Oil prices continued falling Mar. 1 with crude down 3% for the week in the New York market, erasing all previous gains in 2013. Natural gas price was down for the day but up 4% last week on an Energy Information Administration report of a sharp drop in US gas production in December.
“As expected, with the automatic spending cuts [under US Congressional sequestration rules] finally kicking in [at midnight Mar. 1] and weaker economic data coming out of China, broader market futures are down this morning,” said analysts in the Houston office of Raymond James & Associates Inc. In early trading Mar. 4, gas was in the red while crude prices were marginally higher.

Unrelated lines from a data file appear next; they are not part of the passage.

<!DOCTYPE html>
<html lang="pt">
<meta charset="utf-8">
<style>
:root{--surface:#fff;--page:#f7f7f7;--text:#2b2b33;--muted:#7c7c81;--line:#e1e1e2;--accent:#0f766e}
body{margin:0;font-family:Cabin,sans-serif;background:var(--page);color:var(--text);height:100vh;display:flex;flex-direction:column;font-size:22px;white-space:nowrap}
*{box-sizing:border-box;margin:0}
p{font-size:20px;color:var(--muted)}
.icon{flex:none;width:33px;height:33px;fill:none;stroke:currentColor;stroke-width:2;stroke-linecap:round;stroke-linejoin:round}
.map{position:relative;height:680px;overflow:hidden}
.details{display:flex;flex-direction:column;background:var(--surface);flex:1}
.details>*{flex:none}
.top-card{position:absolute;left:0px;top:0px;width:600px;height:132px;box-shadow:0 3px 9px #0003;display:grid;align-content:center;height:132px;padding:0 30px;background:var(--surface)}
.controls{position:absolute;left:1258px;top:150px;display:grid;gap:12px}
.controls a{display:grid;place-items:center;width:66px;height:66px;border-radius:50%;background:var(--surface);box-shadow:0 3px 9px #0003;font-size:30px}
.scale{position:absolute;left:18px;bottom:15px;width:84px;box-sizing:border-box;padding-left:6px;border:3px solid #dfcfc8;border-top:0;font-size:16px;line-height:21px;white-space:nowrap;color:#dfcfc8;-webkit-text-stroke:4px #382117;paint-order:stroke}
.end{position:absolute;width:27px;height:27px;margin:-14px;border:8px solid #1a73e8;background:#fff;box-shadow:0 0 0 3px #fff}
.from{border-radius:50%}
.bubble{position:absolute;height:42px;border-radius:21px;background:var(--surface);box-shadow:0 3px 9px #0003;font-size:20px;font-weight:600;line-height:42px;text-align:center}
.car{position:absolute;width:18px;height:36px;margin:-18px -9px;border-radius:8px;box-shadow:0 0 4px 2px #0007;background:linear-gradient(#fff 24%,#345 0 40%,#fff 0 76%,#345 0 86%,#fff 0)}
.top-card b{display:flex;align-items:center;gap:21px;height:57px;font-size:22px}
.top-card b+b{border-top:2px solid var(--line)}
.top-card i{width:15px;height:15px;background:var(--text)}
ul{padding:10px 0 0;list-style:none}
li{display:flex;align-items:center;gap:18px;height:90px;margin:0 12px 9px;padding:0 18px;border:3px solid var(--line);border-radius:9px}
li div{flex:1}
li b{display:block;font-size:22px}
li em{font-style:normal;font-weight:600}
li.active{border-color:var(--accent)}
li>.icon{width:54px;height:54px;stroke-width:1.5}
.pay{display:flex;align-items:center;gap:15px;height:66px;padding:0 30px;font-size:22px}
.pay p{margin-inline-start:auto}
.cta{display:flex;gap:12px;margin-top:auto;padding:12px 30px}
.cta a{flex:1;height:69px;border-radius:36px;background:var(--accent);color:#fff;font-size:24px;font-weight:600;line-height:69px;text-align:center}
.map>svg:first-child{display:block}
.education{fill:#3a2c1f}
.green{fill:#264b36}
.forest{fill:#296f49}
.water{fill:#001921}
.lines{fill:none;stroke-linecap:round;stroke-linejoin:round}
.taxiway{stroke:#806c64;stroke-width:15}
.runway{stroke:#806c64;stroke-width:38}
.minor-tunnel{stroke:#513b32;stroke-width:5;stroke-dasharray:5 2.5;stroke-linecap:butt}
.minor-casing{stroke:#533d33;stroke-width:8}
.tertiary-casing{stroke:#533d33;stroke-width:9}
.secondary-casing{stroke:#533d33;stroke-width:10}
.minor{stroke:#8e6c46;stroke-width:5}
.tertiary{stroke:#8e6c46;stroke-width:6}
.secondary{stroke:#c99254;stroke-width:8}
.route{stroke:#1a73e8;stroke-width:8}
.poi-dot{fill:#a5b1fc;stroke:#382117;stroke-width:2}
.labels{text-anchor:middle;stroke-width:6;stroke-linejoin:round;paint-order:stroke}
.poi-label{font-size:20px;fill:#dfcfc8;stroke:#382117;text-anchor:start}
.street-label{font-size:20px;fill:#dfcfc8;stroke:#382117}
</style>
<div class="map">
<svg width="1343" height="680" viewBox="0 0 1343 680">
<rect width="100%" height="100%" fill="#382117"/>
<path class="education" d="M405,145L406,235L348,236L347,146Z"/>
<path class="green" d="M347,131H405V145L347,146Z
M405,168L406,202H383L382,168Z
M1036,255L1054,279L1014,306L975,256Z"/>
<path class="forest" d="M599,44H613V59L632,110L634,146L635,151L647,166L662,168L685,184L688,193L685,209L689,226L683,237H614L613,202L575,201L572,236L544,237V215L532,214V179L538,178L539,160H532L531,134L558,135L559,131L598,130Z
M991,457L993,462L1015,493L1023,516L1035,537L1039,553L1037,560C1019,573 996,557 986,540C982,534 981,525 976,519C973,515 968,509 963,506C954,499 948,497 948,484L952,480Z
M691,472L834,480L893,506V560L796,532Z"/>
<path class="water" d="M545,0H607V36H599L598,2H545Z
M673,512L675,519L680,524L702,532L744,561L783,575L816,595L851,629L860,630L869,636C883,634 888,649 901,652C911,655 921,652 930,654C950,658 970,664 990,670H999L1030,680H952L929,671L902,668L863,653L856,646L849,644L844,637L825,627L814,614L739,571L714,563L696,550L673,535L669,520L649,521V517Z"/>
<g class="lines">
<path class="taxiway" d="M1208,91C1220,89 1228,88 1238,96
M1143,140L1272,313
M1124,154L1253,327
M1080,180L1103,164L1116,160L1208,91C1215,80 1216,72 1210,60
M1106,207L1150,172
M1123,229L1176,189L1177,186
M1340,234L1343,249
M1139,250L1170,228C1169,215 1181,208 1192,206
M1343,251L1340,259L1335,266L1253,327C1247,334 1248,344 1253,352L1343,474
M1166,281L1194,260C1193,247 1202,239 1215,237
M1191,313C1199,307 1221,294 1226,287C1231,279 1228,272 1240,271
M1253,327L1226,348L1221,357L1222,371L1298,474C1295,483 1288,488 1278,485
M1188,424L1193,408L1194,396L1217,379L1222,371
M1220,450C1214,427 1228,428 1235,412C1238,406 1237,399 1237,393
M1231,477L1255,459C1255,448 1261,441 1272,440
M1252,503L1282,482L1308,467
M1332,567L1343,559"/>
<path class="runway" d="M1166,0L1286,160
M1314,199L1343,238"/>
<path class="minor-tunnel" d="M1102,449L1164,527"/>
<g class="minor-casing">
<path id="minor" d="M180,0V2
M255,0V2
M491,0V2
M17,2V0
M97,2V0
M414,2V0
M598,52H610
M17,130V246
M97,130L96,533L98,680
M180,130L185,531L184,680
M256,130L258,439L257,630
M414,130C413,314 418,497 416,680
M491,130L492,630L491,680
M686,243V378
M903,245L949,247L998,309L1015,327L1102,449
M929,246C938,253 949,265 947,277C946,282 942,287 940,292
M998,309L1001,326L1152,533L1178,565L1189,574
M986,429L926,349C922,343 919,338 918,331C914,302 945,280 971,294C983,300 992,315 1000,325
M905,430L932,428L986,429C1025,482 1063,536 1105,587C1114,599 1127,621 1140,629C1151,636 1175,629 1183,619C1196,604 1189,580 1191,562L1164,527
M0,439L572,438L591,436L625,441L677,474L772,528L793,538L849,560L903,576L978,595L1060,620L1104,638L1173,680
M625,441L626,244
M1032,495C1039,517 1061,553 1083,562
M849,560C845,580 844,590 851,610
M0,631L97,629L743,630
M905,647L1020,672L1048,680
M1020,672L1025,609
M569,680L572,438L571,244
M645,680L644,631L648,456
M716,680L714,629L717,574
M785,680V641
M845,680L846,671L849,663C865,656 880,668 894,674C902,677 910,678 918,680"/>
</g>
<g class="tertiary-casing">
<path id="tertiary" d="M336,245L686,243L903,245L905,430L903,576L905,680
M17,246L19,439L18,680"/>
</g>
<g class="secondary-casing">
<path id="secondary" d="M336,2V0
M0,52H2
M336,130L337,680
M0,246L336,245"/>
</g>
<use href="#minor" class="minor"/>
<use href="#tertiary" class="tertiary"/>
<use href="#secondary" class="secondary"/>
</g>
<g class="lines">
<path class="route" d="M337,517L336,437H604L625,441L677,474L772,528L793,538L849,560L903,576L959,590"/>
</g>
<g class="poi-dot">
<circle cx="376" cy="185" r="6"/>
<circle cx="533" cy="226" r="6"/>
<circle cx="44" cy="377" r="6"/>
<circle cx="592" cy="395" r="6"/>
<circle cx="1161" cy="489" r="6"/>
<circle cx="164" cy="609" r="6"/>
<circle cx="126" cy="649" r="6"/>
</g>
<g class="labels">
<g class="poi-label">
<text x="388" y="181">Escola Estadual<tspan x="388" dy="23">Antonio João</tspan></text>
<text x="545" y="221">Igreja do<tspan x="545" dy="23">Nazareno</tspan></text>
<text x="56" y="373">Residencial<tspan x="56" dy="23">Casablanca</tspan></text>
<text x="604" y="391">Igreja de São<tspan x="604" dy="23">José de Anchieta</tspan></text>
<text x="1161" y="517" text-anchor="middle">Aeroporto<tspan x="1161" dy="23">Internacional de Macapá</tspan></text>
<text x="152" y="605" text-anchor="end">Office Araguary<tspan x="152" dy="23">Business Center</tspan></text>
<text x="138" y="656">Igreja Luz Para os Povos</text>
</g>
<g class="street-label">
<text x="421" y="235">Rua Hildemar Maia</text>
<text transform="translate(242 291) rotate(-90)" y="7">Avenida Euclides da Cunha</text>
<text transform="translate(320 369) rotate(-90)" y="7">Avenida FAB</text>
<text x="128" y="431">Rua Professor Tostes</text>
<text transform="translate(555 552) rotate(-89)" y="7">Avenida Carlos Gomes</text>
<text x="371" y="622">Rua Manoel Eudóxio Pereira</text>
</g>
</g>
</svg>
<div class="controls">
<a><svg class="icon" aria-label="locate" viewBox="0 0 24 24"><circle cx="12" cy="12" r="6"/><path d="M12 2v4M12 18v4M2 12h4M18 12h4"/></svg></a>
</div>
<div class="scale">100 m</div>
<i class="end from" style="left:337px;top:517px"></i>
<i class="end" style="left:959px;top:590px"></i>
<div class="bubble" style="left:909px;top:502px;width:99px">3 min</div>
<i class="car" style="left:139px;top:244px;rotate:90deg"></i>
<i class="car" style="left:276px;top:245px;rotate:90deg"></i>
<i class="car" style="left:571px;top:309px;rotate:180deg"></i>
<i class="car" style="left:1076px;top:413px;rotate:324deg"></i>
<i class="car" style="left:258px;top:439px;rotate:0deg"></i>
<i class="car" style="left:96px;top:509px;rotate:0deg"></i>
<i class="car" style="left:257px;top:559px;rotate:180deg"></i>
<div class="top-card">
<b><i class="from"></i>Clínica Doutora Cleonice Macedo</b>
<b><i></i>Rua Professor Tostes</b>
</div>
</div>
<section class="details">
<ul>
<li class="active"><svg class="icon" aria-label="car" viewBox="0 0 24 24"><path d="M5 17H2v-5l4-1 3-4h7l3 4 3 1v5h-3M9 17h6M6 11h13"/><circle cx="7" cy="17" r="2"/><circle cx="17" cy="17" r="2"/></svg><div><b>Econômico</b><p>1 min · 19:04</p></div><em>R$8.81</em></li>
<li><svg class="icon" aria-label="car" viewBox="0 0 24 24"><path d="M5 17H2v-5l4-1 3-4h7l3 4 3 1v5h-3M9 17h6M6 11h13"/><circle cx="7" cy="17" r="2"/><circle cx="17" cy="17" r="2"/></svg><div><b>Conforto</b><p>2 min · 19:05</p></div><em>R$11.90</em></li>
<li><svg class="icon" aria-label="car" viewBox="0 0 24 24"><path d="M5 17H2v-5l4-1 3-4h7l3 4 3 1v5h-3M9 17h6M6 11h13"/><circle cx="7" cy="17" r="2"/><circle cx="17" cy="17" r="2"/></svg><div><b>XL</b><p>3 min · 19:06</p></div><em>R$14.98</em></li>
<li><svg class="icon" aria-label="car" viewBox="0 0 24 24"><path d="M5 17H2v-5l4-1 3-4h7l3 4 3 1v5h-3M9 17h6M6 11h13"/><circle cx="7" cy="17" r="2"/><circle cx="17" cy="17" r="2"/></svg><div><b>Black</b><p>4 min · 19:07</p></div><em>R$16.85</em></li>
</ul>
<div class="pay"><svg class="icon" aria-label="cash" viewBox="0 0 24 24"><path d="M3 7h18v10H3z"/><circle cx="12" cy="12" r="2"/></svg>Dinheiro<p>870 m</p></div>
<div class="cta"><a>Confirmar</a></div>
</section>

“An apparently more hawkish Federal Open Market Committee [the policy-making arm of the Federal Reserve Bank] and the seemingly more conciliatory tone taken by all parties in last week’s negotiations surrounding the Iran nuclear enrichment program kept oil markets under selling pressure,” said Marc Ground at Standard New York Securities Inc., the Standard Bank Group.
Net speculative length in benchmark crude contracts on the New York market fell for a second consecutive week. “The last time this happened was in mid-November,” Ground reported. “Disconcertingly, participants appeared to be positioning for more downside, with a 13.5 million bbl increase in speculative shorts (the largest increase since mid-December). Speculative longs fell 10 million bbl—the strongest liquidation of longs since the week ended Aug. 25.”
The potential for lower prices “is compressed but not completely absent.” Ground said, “Uncertainty surrounding the effect of the sequester on the US economy and the question marks over the extent of China’s growth going forward could keep the door to further weakness ajar.”
In other news, the US Department of State’s long-awaited supplemental environmental impact statement for the revised route of the Keystone XL pipeline's politically sensitive cross-border segment didn’t indicate any major environmental concerns (OGJ Online, Mar. 1, 2013). Instead, it acknowledged Canadian oil sands development will proceed even if the pipeline is not built. With the release of its draft SEIS, DOS has scheduled a 45-day comment period before presenting the project for presidential review. “The White House is unlikely to make a decision until the summer at the earliest, but the positive tone of the EIS will certainly raise pressure on the administration to provide approval,” Raymond James analysts said.
The April contract for benchmark US light, sweet crudes fell $1.37 to $90.68/bbl Mar. 1 on the New York Mercantile Exchange. The May contract dropped $1.32 to $91.14/bbl. On the US spot market, West Texas Intermediate at Cushing, Okla., was down $1.37 to $90.68/bbl in step with the front-month futures contract.
Heating oil for April delivery lost 3.02¢ to $2.93/gal on NYMEX. Reformulated stock for oxygenate blending for the same month, however, increased 1.69¢ to $3.13/gal.
The April natural gas contract declined 3¢ to $3.46/MMbtu on NYMEX. On the US spot market, gas at Henry Hub, La., inched up 0.6¢ but closed essentially unchanged at a rounded $3.54/MMbtu.
In London, the April IPE contract for North Sea Brent lost 98¢ to $110.40/bbl. Gas oil for March fell $17.75 to $920.50/tonne.
The average price for the Organization of Petroleum Exporting Countries’ basket of 12 benchmark crudes continued to retreat, down $1.83 to $106.79/bbl. So far this year, the OPEC basket price has averaged $110.84/bbl.